Le diagnostic thermique permet d’identifier les zones de déperdition, les parois sensibles, les défauts d’isolation, les ponts thermiques ou les incohérences entre les travaux réalisés et le confort obtenu.


Le diagnostic hygrométrique, lui, permet d’observer la gestion de l’humidité dans le logement : taux d’humidité, risques de condensation, ventilation, parois humides, traces visibles, odeurs, matériaux sensibles, symptômes de moisissures ou suspicion de remontées capillaires.


Cette double lecture est essentielle, car le confort ne dépend jamais d’un seul facteur : 

  • Un mur froid peut générer de la condensation. 

  • Une ventilation insuffisante peut favoriser les moisissures. 

  • Une isolation inadaptée peut empêcher une paroi ancienne de gérer correctement l’humidité. 

  • Une menuiserie trop étanche, posée sans réflexion sur le renouvellement d’air, peut transformer un logement auparavant inconfortable en logement humide.

Isobio regarde donc le logement comme un système, pas comme une addition de gestes techniques.



Pourquoi cette approche est particulièrement utile en Île-de-France


À Paris et en Île-de-France, les logements présentent souvent des situations complexes.


Dans le 75, beaucoup d’appartements anciens ont été rénovés par étapes, parfois sans cohérence entre isolation, menuiseries, ventilation et matériaux. Dans l’Est parisien, certains logements combinent bâti ancien, densité urbaine, manque de ventilation naturelle et contraintes acoustiques. En Seine-et-Marne, dans l’Essonne ou dans le Val-de-Marne, les maisons individuelles peuvent présenter des problématiques d’humidité, de combles mal isolés, de planchers froids, de murs anciens ou de rénovations énergétiques partielles. En Seine-Saint-Denis, certains immeubles anciens ou pavillons nécessitent une lecture fine entre performance énergétique, confort, pathologies et budget travaux.

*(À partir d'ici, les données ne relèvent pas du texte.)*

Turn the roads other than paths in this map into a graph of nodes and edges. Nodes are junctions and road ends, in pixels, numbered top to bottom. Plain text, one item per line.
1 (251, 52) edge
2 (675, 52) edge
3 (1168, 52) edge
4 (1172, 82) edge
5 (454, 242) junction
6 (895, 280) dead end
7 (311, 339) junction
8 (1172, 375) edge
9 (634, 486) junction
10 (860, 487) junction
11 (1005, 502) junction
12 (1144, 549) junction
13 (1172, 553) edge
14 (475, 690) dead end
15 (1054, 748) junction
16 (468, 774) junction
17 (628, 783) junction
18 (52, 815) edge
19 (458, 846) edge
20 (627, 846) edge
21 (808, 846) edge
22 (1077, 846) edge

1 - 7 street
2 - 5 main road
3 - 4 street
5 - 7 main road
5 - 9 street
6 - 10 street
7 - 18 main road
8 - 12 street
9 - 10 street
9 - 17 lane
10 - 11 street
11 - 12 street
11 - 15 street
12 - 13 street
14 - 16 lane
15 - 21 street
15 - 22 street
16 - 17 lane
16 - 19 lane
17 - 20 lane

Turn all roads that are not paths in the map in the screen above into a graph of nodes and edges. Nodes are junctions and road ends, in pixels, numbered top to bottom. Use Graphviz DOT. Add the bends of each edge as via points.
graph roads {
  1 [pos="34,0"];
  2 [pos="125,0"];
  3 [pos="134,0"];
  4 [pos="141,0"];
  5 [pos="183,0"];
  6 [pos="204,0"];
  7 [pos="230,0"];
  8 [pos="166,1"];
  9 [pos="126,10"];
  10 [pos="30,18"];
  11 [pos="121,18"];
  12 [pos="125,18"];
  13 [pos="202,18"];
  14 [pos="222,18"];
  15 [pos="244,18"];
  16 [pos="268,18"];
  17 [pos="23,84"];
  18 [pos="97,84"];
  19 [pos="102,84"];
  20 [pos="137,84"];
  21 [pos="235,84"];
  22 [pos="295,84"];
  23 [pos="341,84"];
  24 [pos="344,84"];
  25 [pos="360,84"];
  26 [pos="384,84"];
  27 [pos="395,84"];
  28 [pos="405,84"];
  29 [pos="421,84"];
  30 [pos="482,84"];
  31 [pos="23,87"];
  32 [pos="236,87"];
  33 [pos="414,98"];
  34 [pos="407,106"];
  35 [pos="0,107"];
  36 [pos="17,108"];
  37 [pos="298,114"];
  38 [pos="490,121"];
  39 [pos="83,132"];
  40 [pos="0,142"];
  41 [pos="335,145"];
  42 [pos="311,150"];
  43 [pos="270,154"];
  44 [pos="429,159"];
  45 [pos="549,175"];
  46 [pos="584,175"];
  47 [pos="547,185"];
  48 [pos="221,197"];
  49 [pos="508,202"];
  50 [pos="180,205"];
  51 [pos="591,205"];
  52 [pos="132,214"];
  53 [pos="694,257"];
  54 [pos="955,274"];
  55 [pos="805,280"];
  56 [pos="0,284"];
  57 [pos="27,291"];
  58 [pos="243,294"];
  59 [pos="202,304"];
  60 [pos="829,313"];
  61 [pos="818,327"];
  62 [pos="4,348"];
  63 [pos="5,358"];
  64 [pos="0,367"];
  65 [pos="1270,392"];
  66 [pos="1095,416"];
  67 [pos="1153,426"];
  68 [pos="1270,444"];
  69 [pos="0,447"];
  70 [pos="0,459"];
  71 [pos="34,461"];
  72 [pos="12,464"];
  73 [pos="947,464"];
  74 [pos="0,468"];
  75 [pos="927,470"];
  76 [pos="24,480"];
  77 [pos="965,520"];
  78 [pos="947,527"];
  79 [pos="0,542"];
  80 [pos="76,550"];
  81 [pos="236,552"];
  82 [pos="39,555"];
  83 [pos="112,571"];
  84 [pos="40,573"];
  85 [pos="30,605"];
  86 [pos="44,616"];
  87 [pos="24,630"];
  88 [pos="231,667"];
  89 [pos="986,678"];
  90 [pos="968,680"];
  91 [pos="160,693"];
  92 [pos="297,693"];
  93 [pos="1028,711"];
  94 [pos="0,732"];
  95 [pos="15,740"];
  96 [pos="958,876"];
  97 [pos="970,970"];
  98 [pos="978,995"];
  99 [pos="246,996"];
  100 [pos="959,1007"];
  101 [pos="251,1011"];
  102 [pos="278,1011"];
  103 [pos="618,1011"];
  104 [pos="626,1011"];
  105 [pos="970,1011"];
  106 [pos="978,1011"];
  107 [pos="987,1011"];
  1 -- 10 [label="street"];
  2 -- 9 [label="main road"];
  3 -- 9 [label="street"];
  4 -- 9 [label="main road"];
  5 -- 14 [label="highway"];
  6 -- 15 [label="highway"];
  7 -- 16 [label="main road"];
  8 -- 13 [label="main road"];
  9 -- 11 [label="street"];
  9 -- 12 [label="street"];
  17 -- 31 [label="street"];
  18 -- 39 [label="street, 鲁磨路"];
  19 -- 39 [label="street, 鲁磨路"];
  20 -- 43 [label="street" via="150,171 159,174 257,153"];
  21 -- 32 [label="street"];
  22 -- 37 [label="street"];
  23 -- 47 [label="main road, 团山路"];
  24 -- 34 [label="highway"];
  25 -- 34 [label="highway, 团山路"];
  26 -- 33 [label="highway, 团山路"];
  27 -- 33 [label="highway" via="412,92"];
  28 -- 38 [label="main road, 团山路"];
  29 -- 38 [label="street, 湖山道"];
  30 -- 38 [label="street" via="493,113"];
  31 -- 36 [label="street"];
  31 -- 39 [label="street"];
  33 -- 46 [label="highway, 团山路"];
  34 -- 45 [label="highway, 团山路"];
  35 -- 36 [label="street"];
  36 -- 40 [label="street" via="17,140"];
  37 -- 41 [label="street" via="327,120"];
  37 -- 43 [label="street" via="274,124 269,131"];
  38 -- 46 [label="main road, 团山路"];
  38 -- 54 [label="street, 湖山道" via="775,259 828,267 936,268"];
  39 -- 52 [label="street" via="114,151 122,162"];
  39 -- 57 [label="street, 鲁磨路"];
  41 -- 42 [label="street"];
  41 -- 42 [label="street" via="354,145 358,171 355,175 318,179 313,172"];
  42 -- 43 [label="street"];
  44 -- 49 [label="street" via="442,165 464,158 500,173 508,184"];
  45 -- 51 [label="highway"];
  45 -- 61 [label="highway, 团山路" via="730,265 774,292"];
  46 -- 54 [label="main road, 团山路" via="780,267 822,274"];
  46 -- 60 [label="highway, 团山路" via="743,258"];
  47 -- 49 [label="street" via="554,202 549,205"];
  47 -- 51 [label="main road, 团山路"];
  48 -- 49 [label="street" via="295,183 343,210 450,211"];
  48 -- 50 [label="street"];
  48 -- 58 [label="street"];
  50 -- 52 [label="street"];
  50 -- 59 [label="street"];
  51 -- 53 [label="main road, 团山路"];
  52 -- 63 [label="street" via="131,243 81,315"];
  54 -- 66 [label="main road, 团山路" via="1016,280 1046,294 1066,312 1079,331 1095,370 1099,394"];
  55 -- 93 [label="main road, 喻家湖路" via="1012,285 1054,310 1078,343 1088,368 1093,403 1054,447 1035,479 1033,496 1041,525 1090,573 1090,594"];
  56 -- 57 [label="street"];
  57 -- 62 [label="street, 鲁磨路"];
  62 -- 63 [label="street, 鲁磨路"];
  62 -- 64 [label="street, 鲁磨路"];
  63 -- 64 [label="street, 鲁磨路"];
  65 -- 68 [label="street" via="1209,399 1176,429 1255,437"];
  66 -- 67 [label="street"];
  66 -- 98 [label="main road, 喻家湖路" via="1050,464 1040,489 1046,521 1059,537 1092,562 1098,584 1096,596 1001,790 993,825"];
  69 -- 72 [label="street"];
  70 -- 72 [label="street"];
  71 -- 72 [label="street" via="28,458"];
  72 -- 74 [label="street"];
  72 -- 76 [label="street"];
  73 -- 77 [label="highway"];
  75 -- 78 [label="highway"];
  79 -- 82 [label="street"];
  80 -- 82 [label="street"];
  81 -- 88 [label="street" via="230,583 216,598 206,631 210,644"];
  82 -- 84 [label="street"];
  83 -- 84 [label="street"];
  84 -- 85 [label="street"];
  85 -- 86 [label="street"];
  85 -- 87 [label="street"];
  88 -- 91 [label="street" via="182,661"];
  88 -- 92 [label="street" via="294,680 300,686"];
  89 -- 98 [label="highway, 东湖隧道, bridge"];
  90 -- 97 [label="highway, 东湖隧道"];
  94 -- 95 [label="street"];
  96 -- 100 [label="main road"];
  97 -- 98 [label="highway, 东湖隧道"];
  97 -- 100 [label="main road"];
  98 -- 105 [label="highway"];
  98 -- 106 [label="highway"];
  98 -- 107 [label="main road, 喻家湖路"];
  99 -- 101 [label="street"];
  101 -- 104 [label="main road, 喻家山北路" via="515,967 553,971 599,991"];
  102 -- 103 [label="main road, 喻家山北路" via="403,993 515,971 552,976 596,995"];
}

Dans ces contextes, le DPE peut donner une information utile, mais il ne suffit pas toujours à décider : 

  • Faut-il isoler les murs ? 

  • Traiter d’abord l’humidité ?

  • Revoir la ventilation ?

  • Intervenir sur les combles ?

  • Changer les menuiseries ?

  • Améliorer le confort d’été ?

  • Utiliser des matériaux biosourcés ?

  • Éviter certains travaux parce qu’ils seraient mal adaptés au bâti ?


Ces questions demandent une analyse plus approfondie qu’une simple étiquette énergétique.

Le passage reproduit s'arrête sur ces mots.